# Source information:
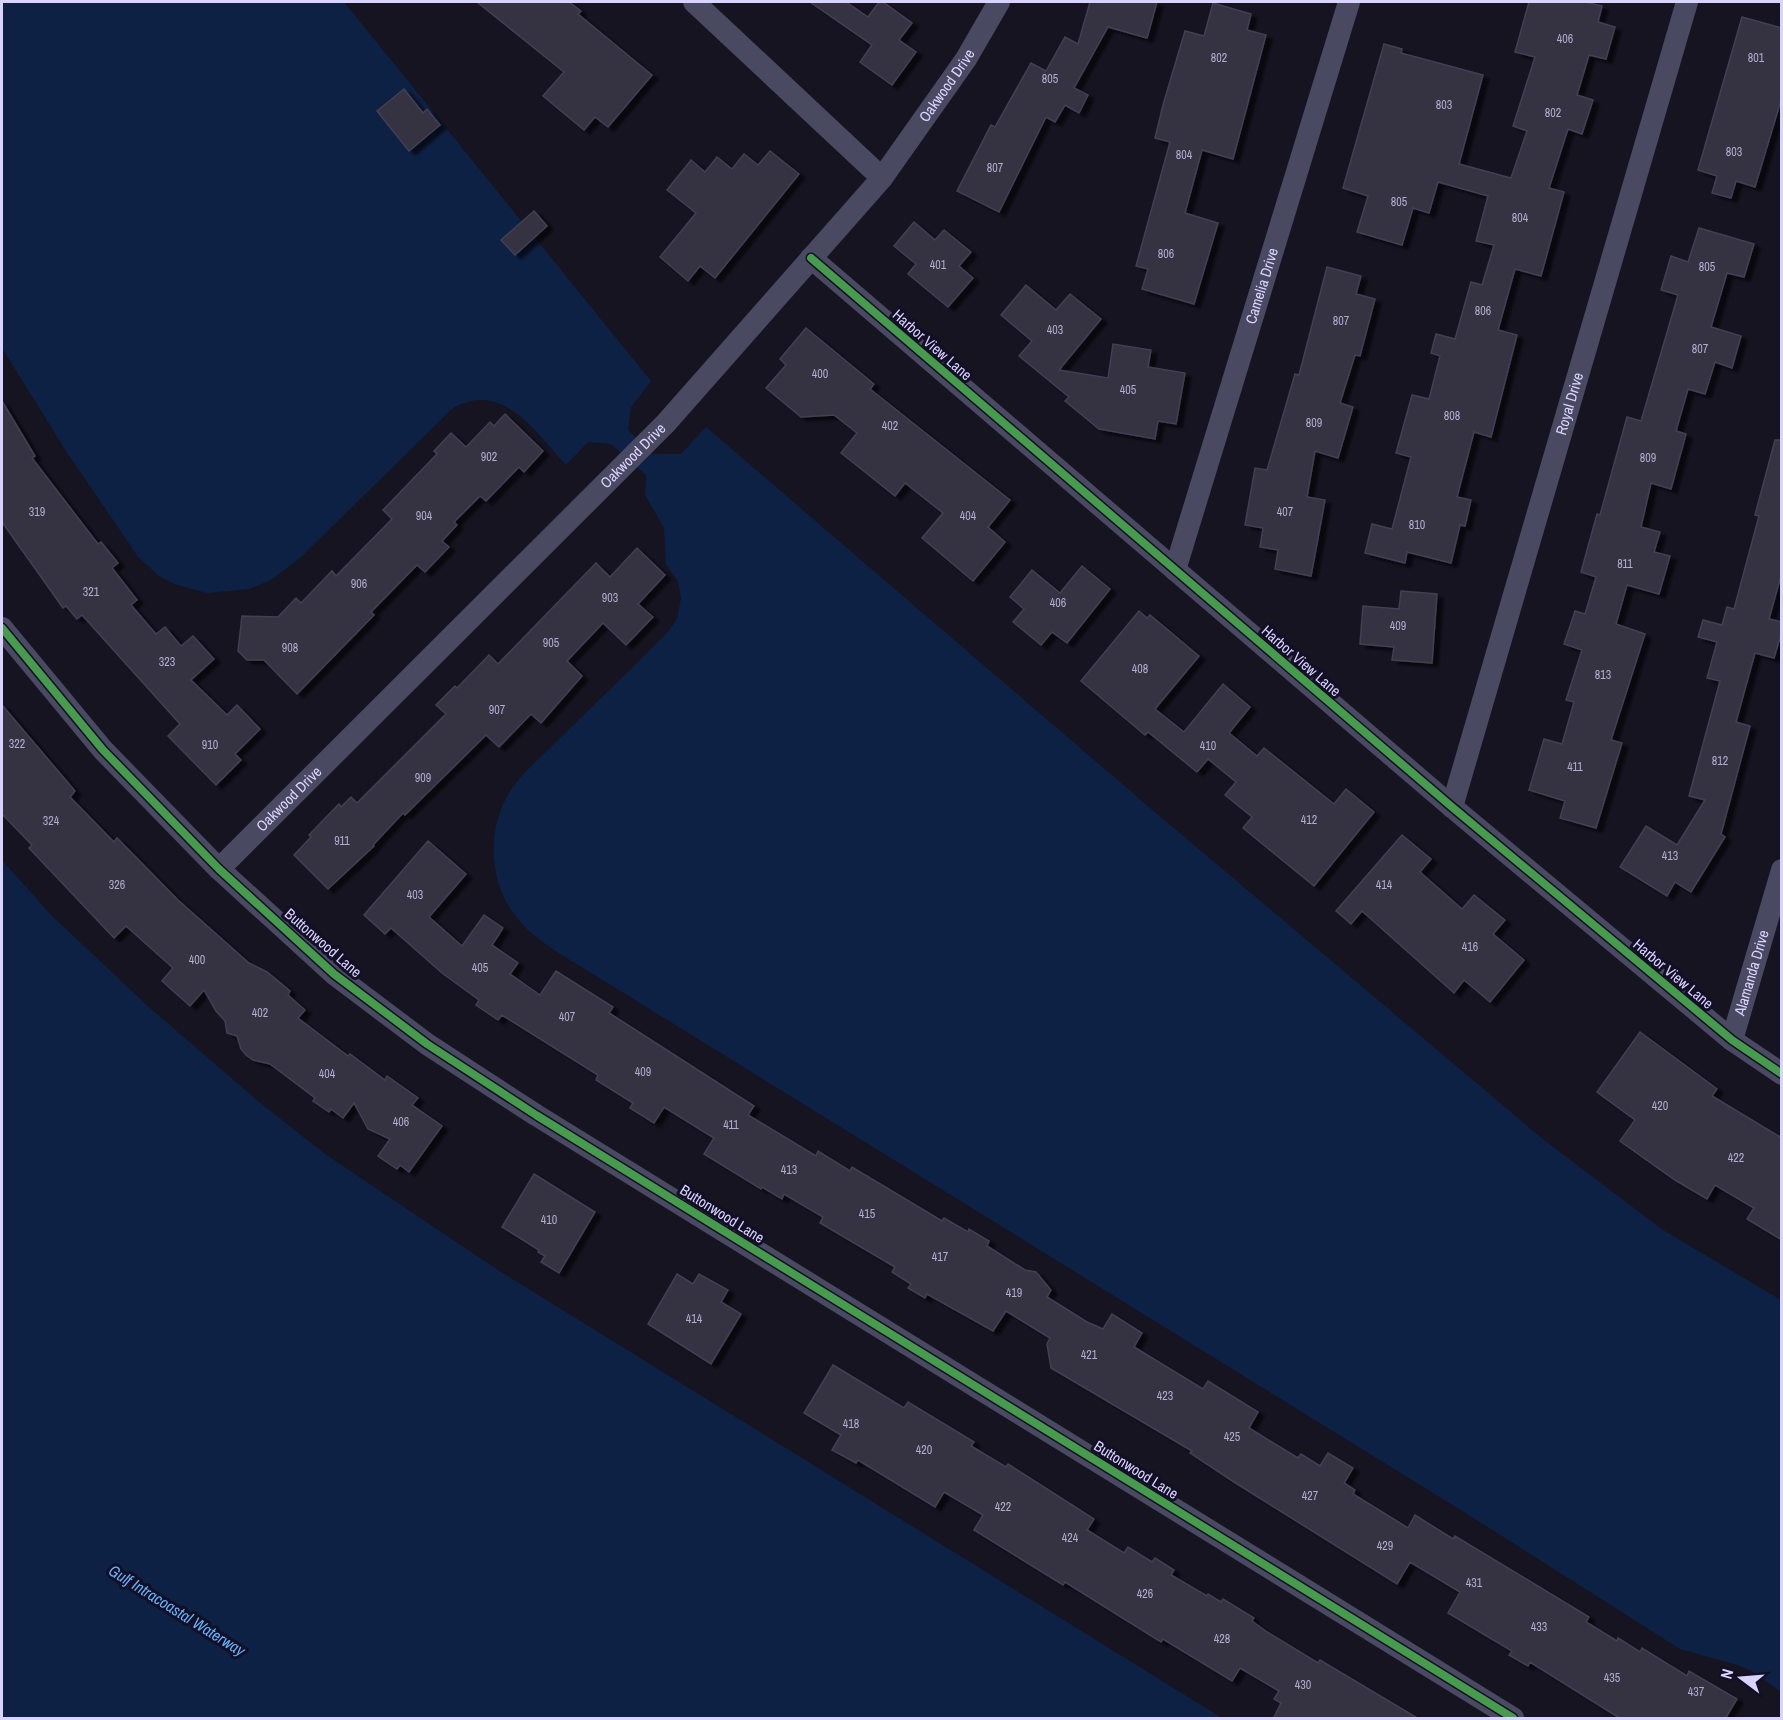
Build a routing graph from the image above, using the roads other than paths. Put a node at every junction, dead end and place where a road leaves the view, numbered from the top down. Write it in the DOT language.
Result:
graph roads {
  1 [pos="694,2"];
  2 [pos="999,2"];
  3 [pos="1349,2"];
  4 [pos="1688,2"];
  5 [pos="882,178"];
  6 [pos="811,258"];
  7 [pos="1175,570"];
  8 [pos="2,628"];
  9 [pos="1452,807"];
  10 [pos="219,869"];
  11 [pos="1782,870"];
  12 [pos="1732,1040"];
  13 [pos="1782,1074"];
  14 [pos="1513,1719"];
  1 -- 5 [label="street"];
  2 -- 5 [label="street, Oakwood Drive"];
  3 -- 7 [label="street, Camelia Drive"];
  4 -- 9 [label="street, Royal Drive"];
  5 -- 6 [label="street, Oakwood Drive"];
  6 -- 7 [label="street, Harbor View Lane"];
  6 -- 10 [label="street, Oakwood Drive"];
  7 -- 9 [label="street, Harbor View Lane"];
  8 -- 10 [label="street, Buttonwood Lane"];
  9 -- 12 [label="street, Harbor View Lane"];
  10 -- 14 [label="street, Buttonwood Lane"];
  11 -- 12 [label="street, Alamanda Drive"];
  12 -- 13 [label="street, Harbor View Lane"];
}
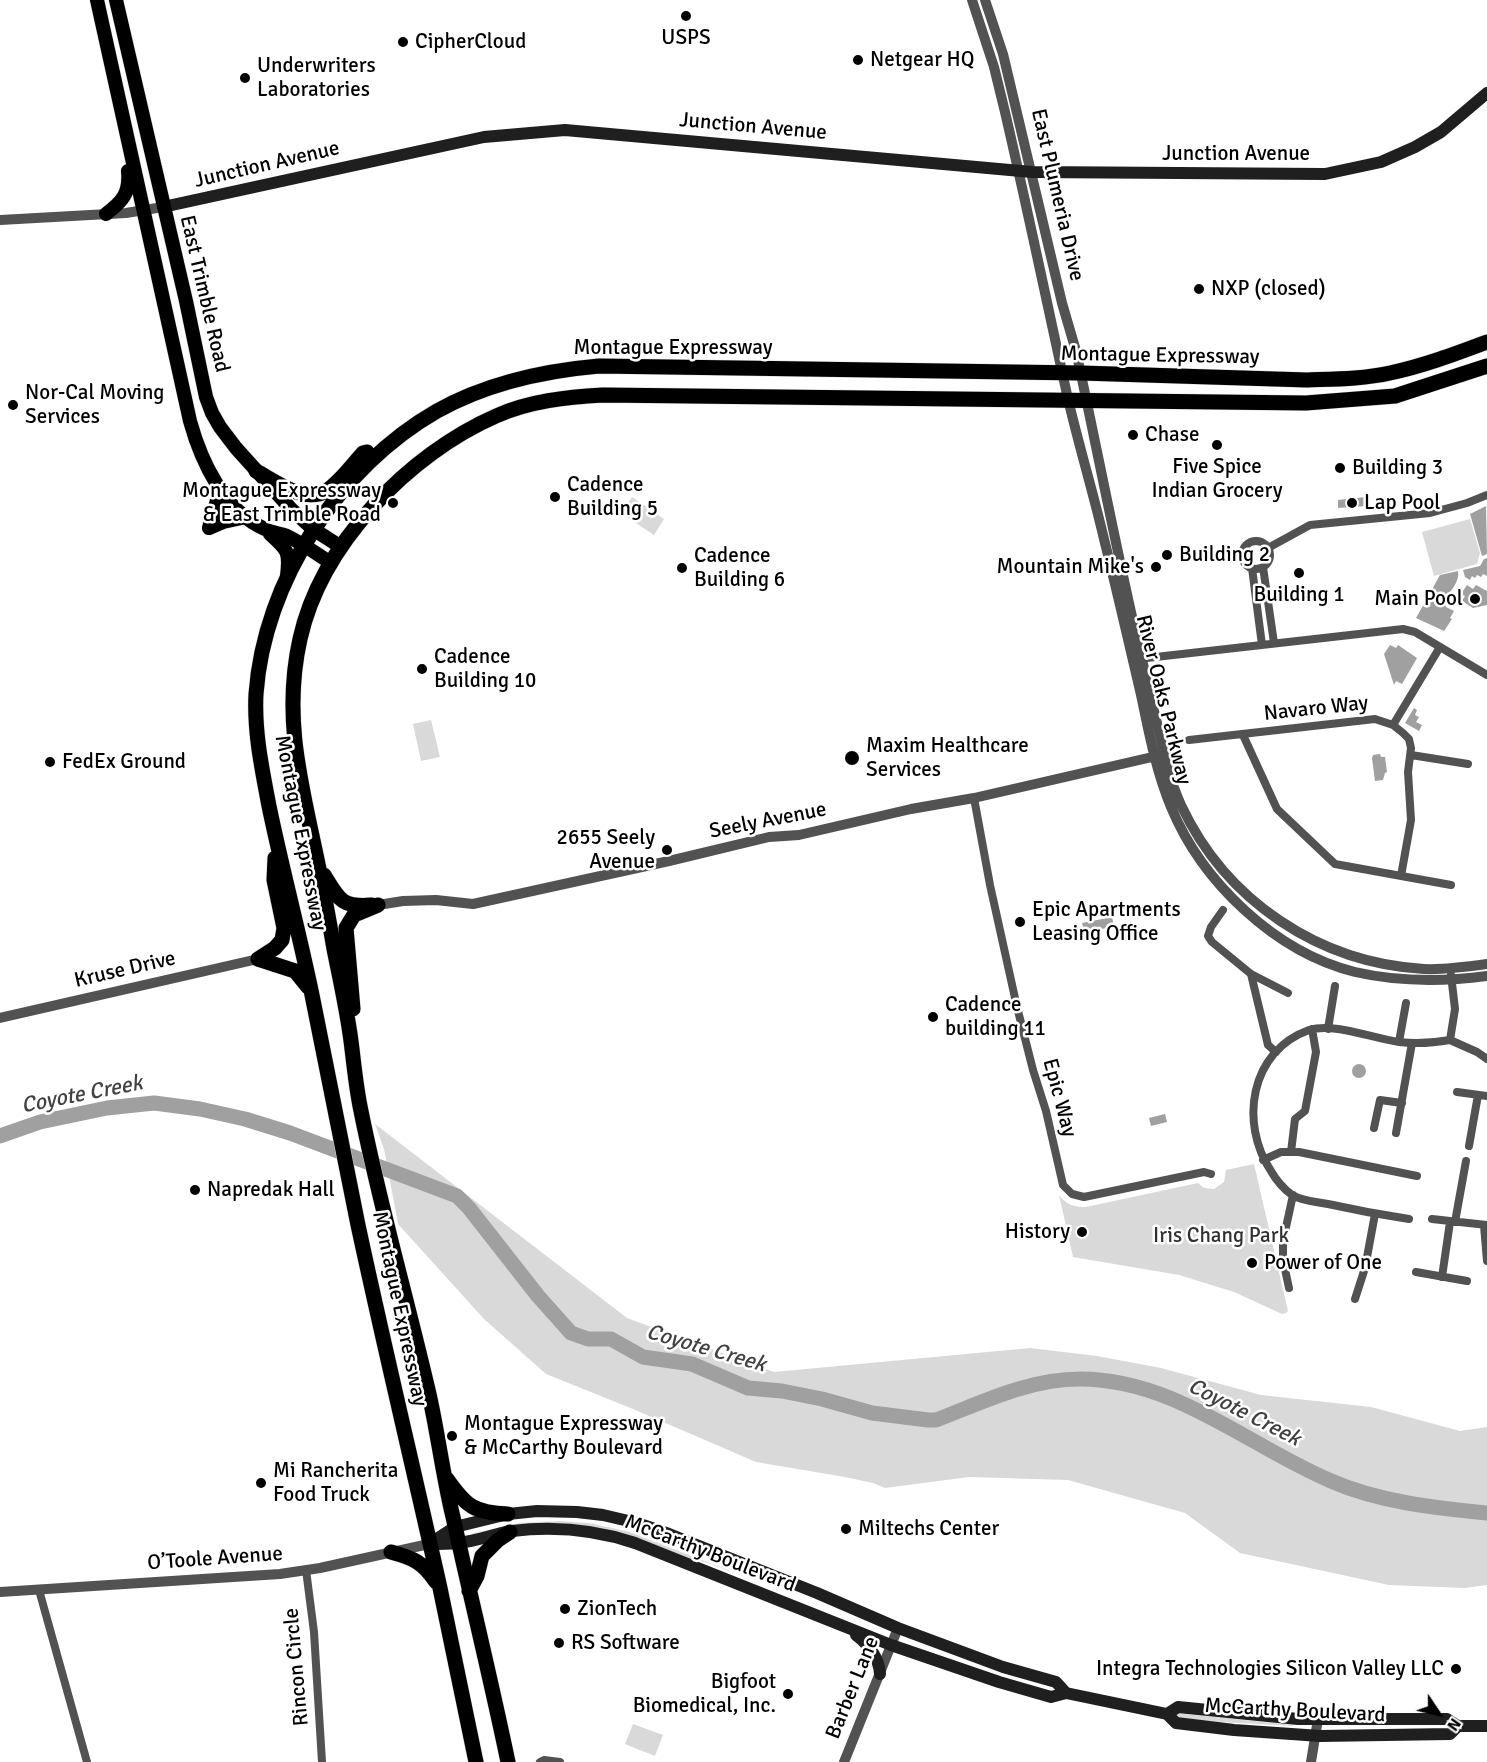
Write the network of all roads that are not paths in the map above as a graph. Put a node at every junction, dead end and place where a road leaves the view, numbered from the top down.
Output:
1 (97, 0) edge
2 (116, 0) edge
3 (972, 0) edge
4 (985, 0) edge
5 (991, 20) junction
6 (979, 23) junction
7 (1487, 93) edge
8 (121, 109) junction
9 (1019, 171) junction
10 (1032, 172) junction
11 (163, 207) junction
12 (144, 210) junction
13 (106, 214) junction
14 (0, 220) edge
15 (1487, 342) edge
16 (1487, 366) edge
17 (1063, 374) junction
18 (1081, 374) junction
19 (1068, 400) junction
20 (1086, 401) junction
21 (387, 446) junction
22 (256, 471) junction
23 (220, 490) junction
24 (1487, 495) edge
25 (1098, 514) junction
26 (246, 517) junction
27 (264, 529) junction
28 (314, 529) junction
29 (303, 546) junction
30 (341, 547) junction
31 (1268, 548) junction
32 (331, 563) junction
33 (1263, 567) junction
34 (1252, 568) junction
35 (1123, 576) junction
36 (287, 577) junction
37 (1274, 643) junction
38 (1262, 645) junction
39 (1440, 647) junction
40 (1137, 660) junction
41 (1487, 675) edge
42 (1393, 725) junction
43 (1243, 735) junction
44 (1190, 740) dead end
45 (1159, 755) junction
46 (1411, 755) junction
47 (1468, 764) dead end
48 (974, 798) junction
49 (276, 837) junction
50 (318, 865) junction
51 (1401, 876) junction
52 (1451, 885) dead end
53 (378, 905) junction
54 (1223, 910) dead end
55 (258, 959) junction
56 (1487, 964) edge
57 (1451, 969) junction
58 (1251, 974) junction
59 (1487, 976) edge
60 (1452, 980) junction
61 (1335, 986) dead end
62 (1288, 993) dead end
63 (312, 994) junction
64 (1406, 1004) dead end
65 (0, 1018) edge
66 (1312, 1029) junction
67 (1328, 1029) junction
68 (350, 1037) junction
69 (1450, 1040) junction
70 (1399, 1042) junction
71 (1412, 1042) junction
72 (1276, 1052) junction
73 (1487, 1059) edge
74 (1456, 1092) dead end
75 (1482, 1095) edge
76 (1402, 1104) junction
77 (1374, 1128) dead end
78 (1396, 1133) dead end
79 (1469, 1146) dead end
80 (1291, 1152) junction
81 (1263, 1160) junction
82 (1466, 1161) dead end
83 (1211, 1174) dead end
84 (1417, 1176) dead end
85 (1293, 1195) junction
86 (1375, 1214) junction
87 (1409, 1219) dead end
88 (1432, 1219) dead end
89 (1453, 1222) junction
90 (1485, 1225) edge
91 (1487, 1261) edge
92 (1416, 1272) dead end
93 (1442, 1277) junction
94 (1467, 1281) dead end
95 (1289, 1288) dead end
96 (1355, 1299) dead end
97 (443, 1474) junction
98 (508, 1514) junction
99 (455, 1527) junction
100 (510, 1532) junction
101 (459, 1543) junction
102 (429, 1544) junction
103 (391, 1552) junction
104 (306, 1570) junction
105 (439, 1586) junction
106 (39, 1590) junction
107 (0, 1592) edge
108 (469, 1592) junction
109 (846, 1627) junction
110 (898, 1628) junction
111 (891, 1645) junction
112 (880, 1674) junction
113 (1066, 1693) junction
114 (1167, 1714) junction
115 (1318, 1719) junction
116 (1458, 1726) junction
117 (1487, 1726) edge
118 (1315, 1736) junction
119 (542, 1761) edge
120 (87, 1762) edge
121 (322, 1762) edge
122 (476, 1762) edge
123 (508, 1762) edge
124 (560, 1762) edge
125 (844, 1762) edge
126 (1311, 1762) edge

1 - 8 main road, East Trimble Road
2 - 11 main road, East Trimble Road
3 - 6 street, East Plumeria Drive
4 - 5 street, East Plumeria Drive
5 - 6 street
5 - 10 street, East Plumeria Drive
6 - 9 street, East Plumeria Drive
7 - 10 main road, Junction Avenue
8 - 12 main road, East Trimble Road
8 - 13 main road
9 - 10 main road, Junction Avenue
9 - 11 main road, Junction Avenue
9 - 17 street, East Plumeria Drive
10 - 18 street, East Plumeria Drive
11 - 12 street, Junction Avenue
11 - 22 main road, East Trimble Road
12 - 13 street, Junction Avenue
12 - 23 main road, East Trimble Road
13 - 14 street, Junction Avenue
15 - 18 highway, Montague Expressway
16 - 20 highway, Montague Expressway
17 - 18 highway, Montague Expressway
17 - 19 street, East Plumeria Drive
17 - 21 highway, Montague Expressway
18 - 20 street, East Plumeria Drive
19 - 20 highway, Montague Expressway
19 - 25 street, River Oaks Parkway
19 - 30 highway, Montague Expressway
20 - 35 street, River Oaks Parkway
21 - 22 highway
21 - 28 highway, Montague Expressway
22 - 28 main road, East Trimble Road
23 - 26 main road, East Trimble Road
23 - 26 main road
24 - 31 street
25 - 35 street
25 - 40 street, River Oaks Parkway
26 - 27 main road, East Trimble Road
27 - 29 main road, East Trimble Road
27 - 36 main road, East Trimble Road
28 - 29 highway, Montague Expressway
28 - 30 main road, East Trimble Road
29 - 32 main road, East Trimble Road
29 - 36 highway, Montague Expressway
30 - 32 highway, Montague Expressway
31 - 33 street
31 - 34 street
32 - 50 highway, Montague Expressway
33 - 34 street
33 - 37 street
34 - 38 street
35 - 40 street, River Oaks Parkway
36 - 49 highway, Montague Expressway
37 - 38 street
37 - 39 street
38 - 40 street
39 - 41 street
39 - 42 street
40 - 45 street, River Oaks Parkway
42 - 43 street, Navaro Way
42 - 46 street, Navaro Way
43 - 44 street, Navaro Way
43 - 51 street
45 - 48 street, Seely Avenue
45 - 57 street, River Oaks Parkway
45 - 60 street, River Oaks Parkway
46 - 47 street
46 - 51 street
48 - 53 street, Seely Avenue
48 - 83 street, Epic Way
49 - 55 highway
49 - 63 highway, Montague Expressway
50 - 53 highway
50 - 68 highway, Montague Expressway
51 - 52 street
53 - 68 highway
54 - 58 street
55 - 63 highway
55 - 65 street, Kruse Drive
56 - 57 street, River Oaks Parkway
57 - 60 street
58 - 62 street
58 - 72 street
59 - 60 street, River Oaks Parkway
60 - 69 street
61 - 67 street
63 - 102 highway, Montague Expressway
64 - 70 street
66 - 67 street
66 - 72 street
66 - 80 street
67 - 70 street
68 - 97 highway, Montague Expressway
69 - 71 street
69 - 73 street
70 - 71 street
71 - 76 street
72 - 81 street
74 - 75 street
75 - 79 street
76 - 77 street
76 - 78 street
80 - 81 street
80 - 84 street
81 - 85 street
82 - 89 street
85 - 86 street
85 - 95 street
86 - 87 street
86 - 96 street
88 - 89 street
89 - 90 street
89 - 93 street
90 - 91 street
92 - 93 street
93 - 94 street
97 - 98 highway
97 - 99 highway, Montague Expressway
98 - 99 main road, McCarthy Boulevard
98 - 110 main road, McCarthy Boulevard
99 - 101 highway, Montague Expressway
99 - 102 main road, McCarthy Boulevard
100 - 101 main road, McCarthy Boulevard
100 - 108 highway
100 - 109 main road, McCarthy Boulevard
101 - 102 main road, McCarthy Boulevard
101 - 108 highway, Montague Expressway
102 - 103 street, O’Toole Avenue
102 - 105 highway, Montague Expressway
103 - 104 street, O’Toole Avenue
103 - 105 highway
104 - 106 street, O’Toole Avenue
104 - 121 street, Rincon Circle
105 - 122 highway, Montague Expressway
106 - 107 street, O’Toole Avenue
106 - 120 street
108 - 123 highway, Montague Expressway
109 - 111 main road, McCarthy Boulevard
109 - 112 main road
110 - 111 street, Barber Lane
110 - 113 main road, McCarthy Boulevard
111 - 112 street, Barber Lane
111 - 113 main road, McCarthy Boulevard
112 - 125 street, Barber Lane
113 - 114 main road, McCarthy Boulevard
114 - 115 main road, McCarthy Boulevard
114 - 118 main road, McCarthy Boulevard
115 - 116 main road, McCarthy Boulevard
115 - 118 street
116 - 117 main road, McCarthy Boulevard
116 - 118 main road, McCarthy Boulevard
118 - 126 street
119 - 124 street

# Your assignment:
Above are records; count the lines among them that include the word "Oakwood", and give only the number.

# Answer section:
3